Exercise objective:
Examine each line of the data. Copy those that contain the string "first".
━━━━━━
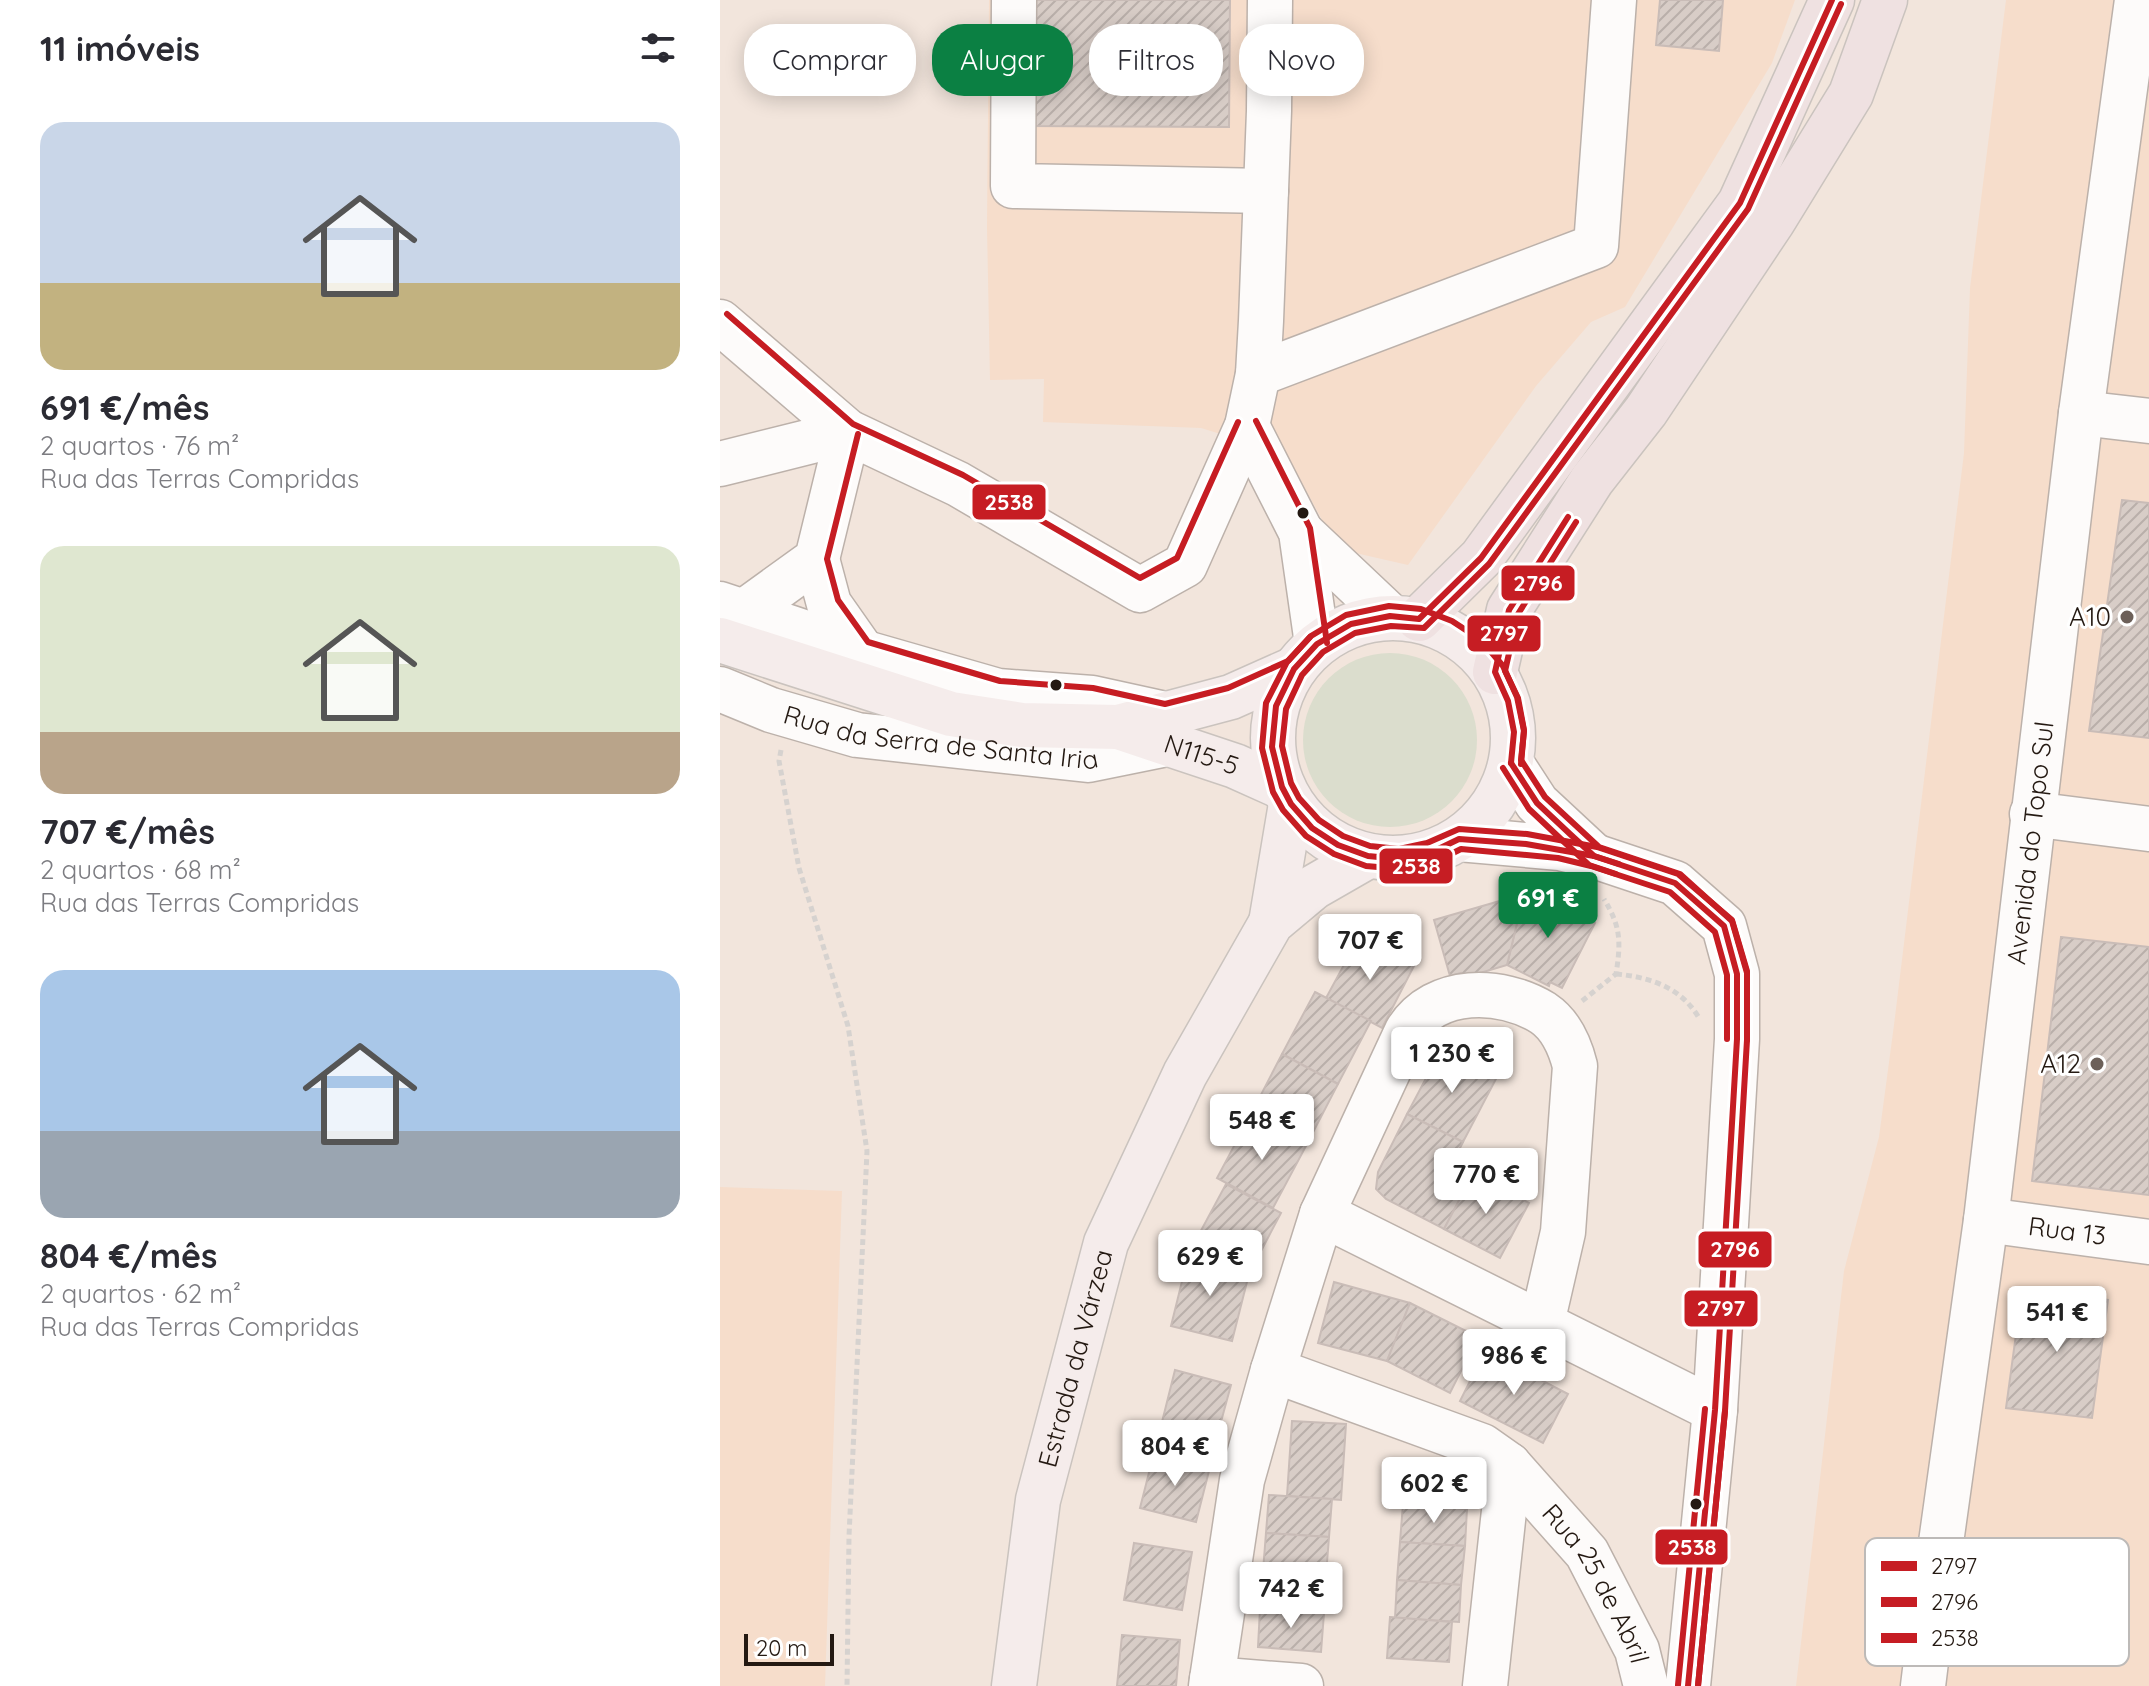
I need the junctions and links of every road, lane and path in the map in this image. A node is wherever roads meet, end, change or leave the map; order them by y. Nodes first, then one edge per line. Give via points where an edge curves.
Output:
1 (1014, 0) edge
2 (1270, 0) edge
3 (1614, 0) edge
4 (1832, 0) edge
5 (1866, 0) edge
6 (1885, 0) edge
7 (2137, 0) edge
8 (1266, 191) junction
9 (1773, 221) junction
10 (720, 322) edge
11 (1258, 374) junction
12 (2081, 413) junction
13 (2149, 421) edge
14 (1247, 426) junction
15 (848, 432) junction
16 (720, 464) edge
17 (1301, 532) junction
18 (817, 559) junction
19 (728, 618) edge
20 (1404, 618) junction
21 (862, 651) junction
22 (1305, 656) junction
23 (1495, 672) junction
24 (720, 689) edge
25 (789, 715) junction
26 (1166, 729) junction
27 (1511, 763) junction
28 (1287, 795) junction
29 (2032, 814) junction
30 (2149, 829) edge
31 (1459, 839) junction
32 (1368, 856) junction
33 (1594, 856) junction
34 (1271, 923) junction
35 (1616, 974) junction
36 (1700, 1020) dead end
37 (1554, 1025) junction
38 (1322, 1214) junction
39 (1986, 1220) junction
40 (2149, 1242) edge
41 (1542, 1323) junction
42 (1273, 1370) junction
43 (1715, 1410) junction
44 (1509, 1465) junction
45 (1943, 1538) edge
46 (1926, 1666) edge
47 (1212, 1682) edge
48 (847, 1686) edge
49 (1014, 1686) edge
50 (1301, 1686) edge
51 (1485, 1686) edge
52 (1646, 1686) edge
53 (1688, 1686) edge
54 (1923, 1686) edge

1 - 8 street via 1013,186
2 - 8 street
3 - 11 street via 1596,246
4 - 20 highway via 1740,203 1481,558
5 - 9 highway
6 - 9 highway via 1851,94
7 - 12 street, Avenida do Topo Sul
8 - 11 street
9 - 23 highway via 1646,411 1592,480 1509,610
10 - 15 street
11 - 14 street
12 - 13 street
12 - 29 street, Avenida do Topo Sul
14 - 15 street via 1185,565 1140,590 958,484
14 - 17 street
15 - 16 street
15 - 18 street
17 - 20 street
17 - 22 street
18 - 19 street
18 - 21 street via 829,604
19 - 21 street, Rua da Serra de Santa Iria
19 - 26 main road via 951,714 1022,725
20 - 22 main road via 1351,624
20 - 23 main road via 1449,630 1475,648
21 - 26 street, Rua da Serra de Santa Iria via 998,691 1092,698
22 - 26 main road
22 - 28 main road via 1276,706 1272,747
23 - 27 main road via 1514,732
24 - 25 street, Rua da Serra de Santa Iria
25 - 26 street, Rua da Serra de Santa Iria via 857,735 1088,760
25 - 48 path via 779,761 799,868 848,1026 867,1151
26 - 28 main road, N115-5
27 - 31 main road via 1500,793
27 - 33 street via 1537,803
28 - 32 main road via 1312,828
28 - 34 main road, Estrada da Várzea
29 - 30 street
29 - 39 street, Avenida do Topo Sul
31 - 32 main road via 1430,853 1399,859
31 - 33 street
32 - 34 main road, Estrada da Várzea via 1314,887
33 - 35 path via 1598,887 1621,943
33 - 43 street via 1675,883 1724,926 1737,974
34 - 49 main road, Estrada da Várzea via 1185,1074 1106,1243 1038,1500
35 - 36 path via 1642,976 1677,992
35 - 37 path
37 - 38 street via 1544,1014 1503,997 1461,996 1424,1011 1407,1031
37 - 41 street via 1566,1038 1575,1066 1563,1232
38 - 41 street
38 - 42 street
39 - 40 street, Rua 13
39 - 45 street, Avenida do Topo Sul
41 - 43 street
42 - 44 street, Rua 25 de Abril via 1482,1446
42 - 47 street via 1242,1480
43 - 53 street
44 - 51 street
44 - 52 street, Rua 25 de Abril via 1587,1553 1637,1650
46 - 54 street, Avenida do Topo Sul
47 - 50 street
━━━━━━
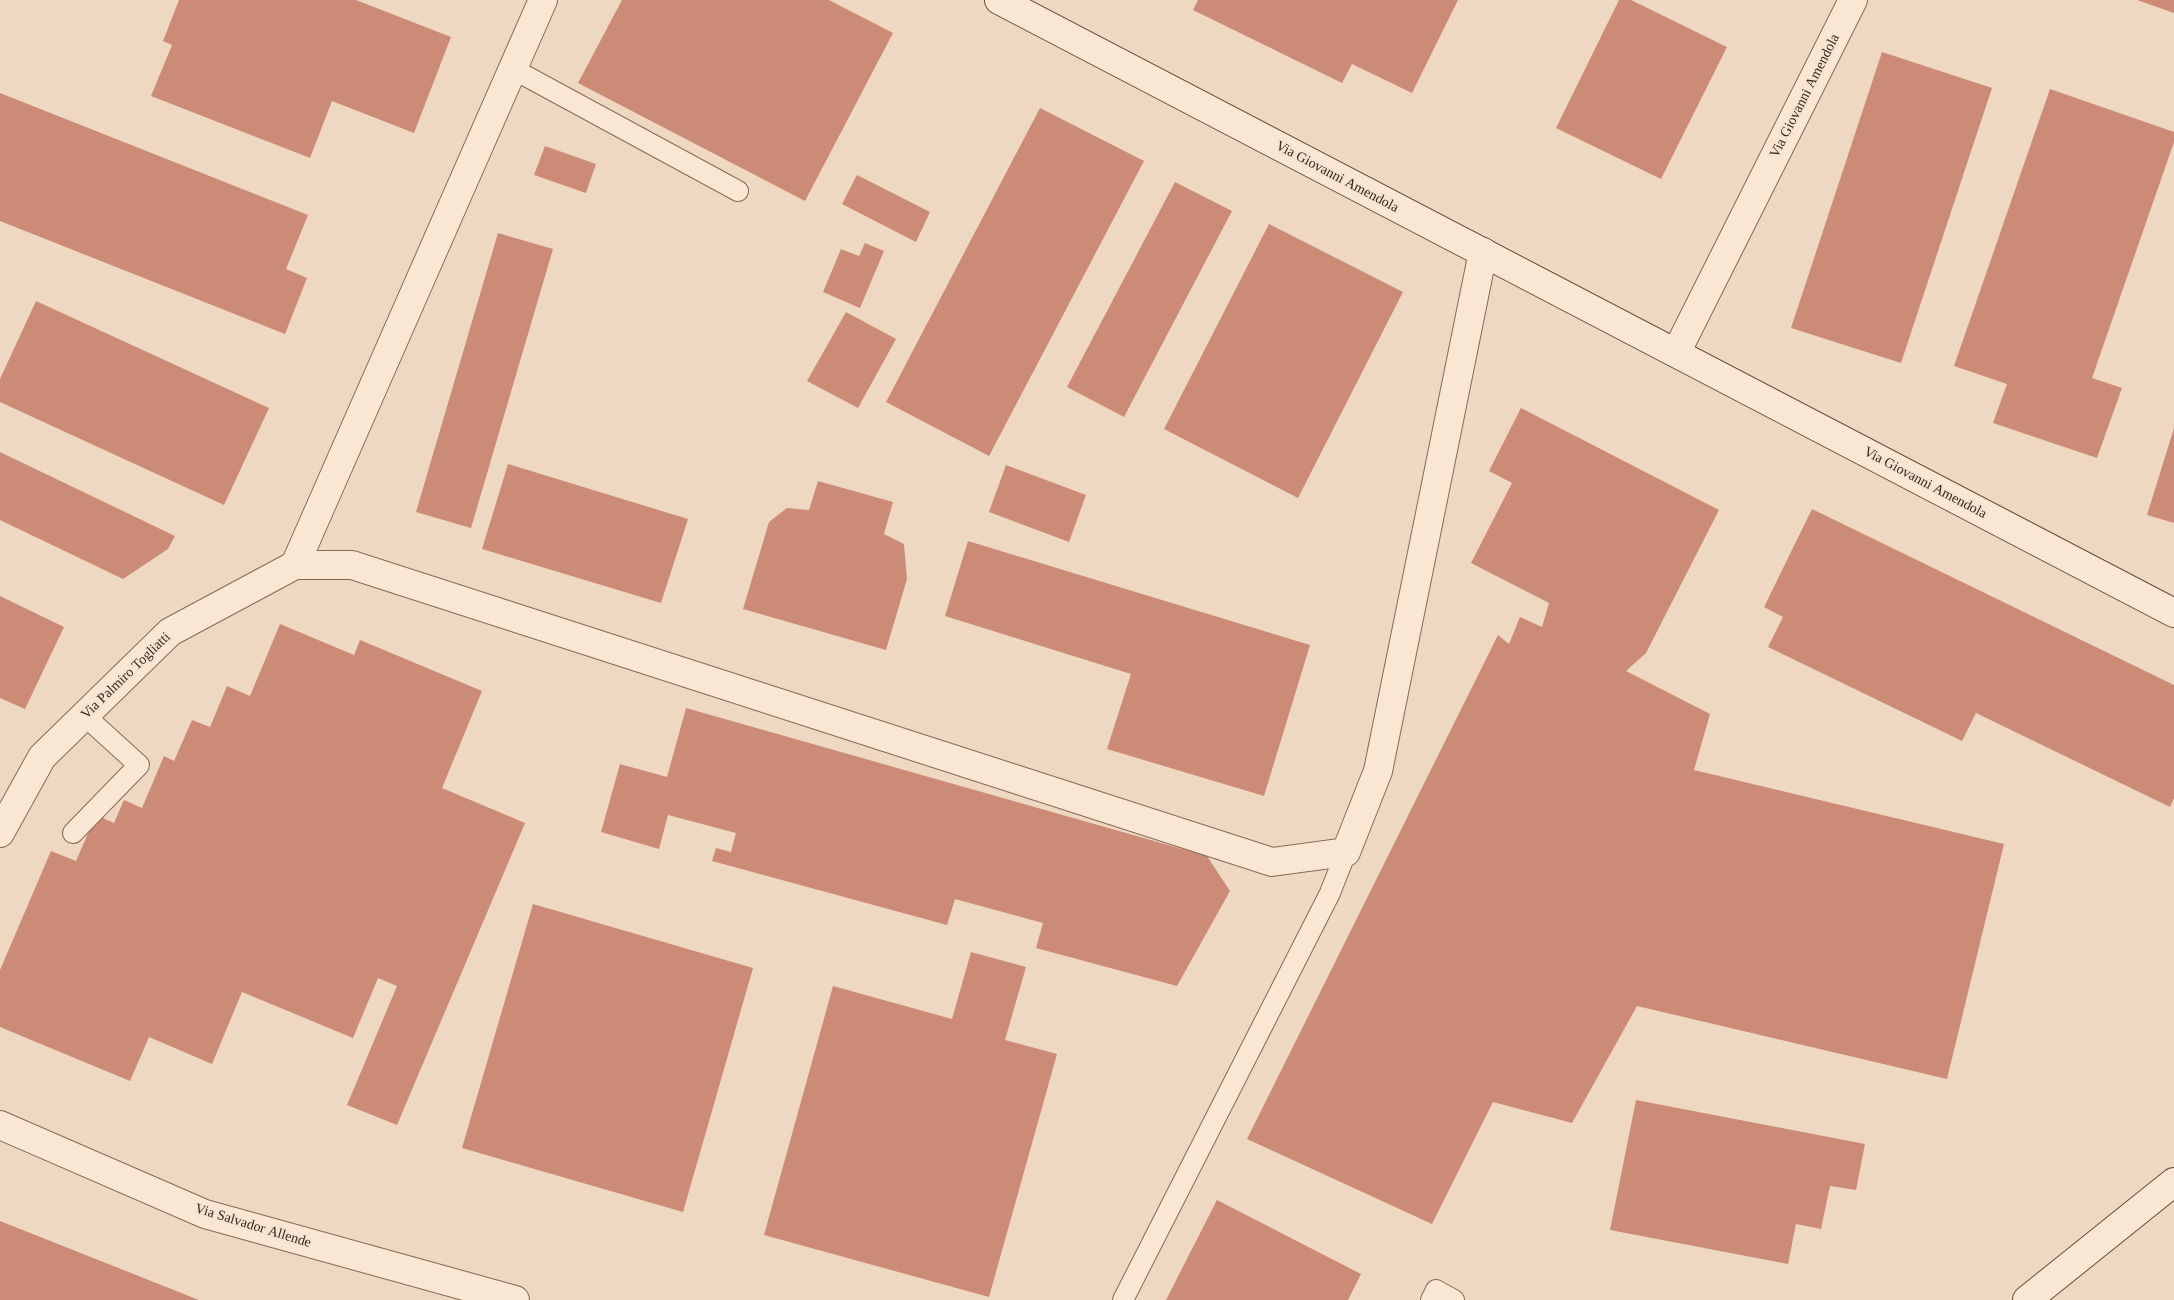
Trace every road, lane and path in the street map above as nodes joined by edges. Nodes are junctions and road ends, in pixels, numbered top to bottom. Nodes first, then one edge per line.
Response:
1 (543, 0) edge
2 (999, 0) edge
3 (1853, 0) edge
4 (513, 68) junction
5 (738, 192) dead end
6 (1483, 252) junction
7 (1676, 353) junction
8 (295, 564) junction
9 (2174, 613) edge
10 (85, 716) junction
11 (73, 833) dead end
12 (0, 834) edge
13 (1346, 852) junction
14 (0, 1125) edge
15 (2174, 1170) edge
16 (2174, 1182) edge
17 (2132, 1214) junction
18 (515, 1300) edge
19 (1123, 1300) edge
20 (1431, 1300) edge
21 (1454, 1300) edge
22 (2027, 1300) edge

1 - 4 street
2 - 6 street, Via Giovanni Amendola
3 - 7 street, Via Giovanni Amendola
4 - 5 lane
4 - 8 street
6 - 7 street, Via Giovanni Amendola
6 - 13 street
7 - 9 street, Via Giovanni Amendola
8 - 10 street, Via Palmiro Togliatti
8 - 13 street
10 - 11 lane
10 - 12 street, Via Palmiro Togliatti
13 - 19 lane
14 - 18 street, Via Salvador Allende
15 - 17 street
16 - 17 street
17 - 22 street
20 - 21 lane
━━━━━━
Expected output:
I need the junctions and links of every road, lane and path in the map in this image. A node is wherever roads meet, end, change or leave the map; order them by y. Nodes first, then one edge per line. Give via points where an edge curves.
Trace every road, lane and path in the street map above as nodes joined by edges. Nodes are junctions and road ends, in pixels, numbered top to bottom. Nodes first, then one edge per line.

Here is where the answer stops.